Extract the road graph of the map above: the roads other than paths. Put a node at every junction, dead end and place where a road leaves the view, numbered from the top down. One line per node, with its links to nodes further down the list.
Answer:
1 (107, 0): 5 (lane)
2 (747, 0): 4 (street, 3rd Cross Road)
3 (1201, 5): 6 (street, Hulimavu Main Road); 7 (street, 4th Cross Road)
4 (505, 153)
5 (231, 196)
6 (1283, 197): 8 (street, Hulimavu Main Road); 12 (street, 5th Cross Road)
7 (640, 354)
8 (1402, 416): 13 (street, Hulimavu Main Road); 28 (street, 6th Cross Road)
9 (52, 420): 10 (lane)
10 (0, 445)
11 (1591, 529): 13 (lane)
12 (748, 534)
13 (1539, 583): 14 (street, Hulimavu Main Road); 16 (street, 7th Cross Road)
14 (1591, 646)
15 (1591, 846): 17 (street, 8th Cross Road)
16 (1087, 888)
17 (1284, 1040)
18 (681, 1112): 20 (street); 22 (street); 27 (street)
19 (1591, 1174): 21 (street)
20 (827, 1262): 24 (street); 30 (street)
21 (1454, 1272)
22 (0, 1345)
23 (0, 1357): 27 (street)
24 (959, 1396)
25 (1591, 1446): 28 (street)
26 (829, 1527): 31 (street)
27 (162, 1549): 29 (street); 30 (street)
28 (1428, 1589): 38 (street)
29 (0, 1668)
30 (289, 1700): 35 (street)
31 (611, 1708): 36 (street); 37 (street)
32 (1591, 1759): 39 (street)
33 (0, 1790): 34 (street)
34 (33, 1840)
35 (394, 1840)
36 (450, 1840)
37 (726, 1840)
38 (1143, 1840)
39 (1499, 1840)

--

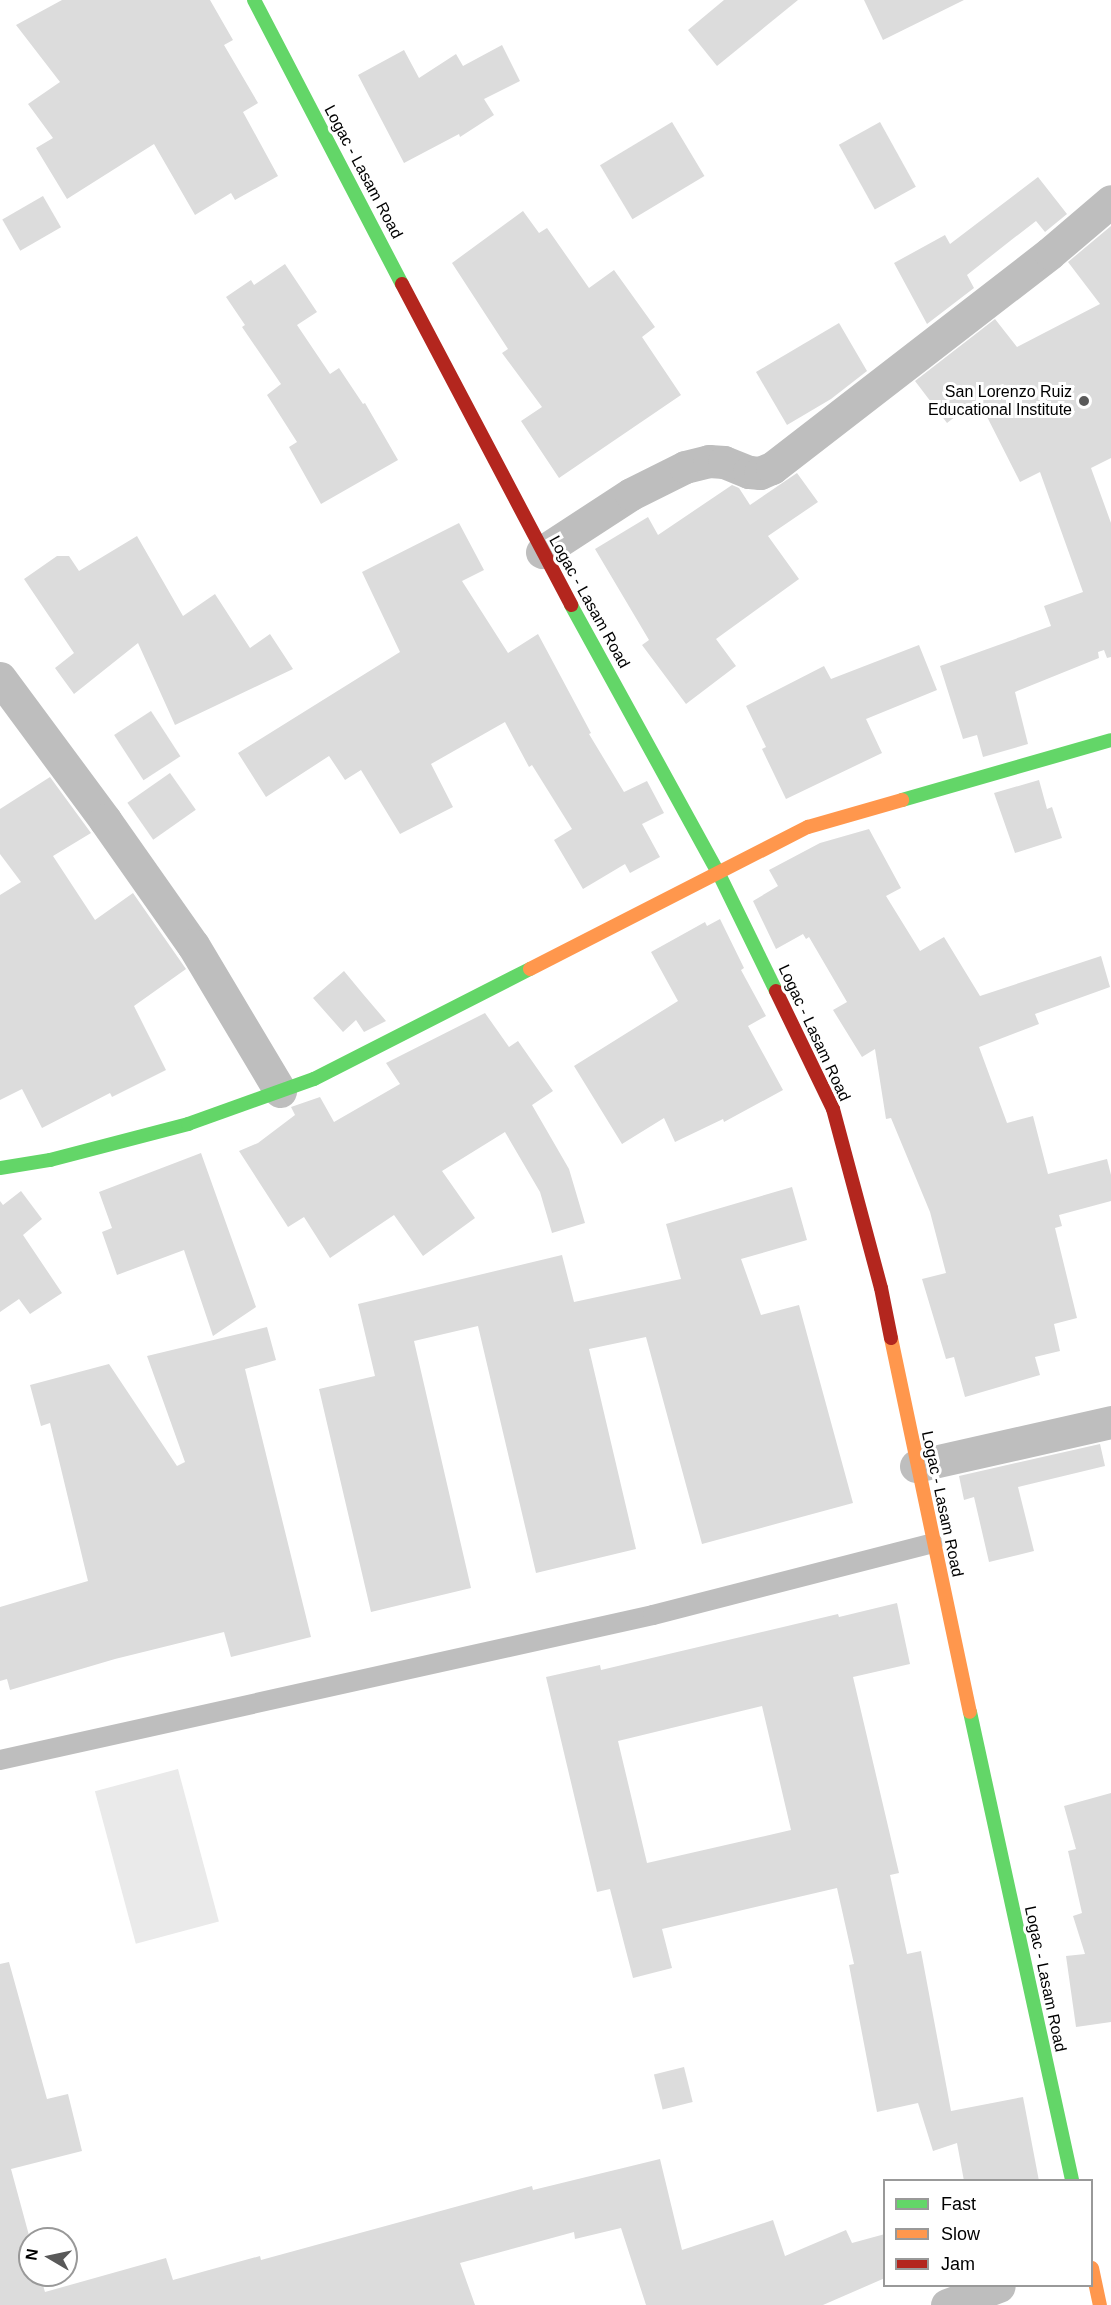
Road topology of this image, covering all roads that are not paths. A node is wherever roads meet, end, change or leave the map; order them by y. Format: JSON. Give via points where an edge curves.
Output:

Assignment » What is needed is every line of the records above that contains the word "node".

Finished exercise »
Extract the road graph of the map above: the roads other than paths. Put a node at every junction, dead end and place where a road leaves the view, numbered from the top down. One line per node, with its links to nodes further down the list.
Road topology of this image, covering all roads that are not paths. A node is wherever roads meet, end, change or leave the map; order them by y. Format: JSON. Give via points where an edge curves.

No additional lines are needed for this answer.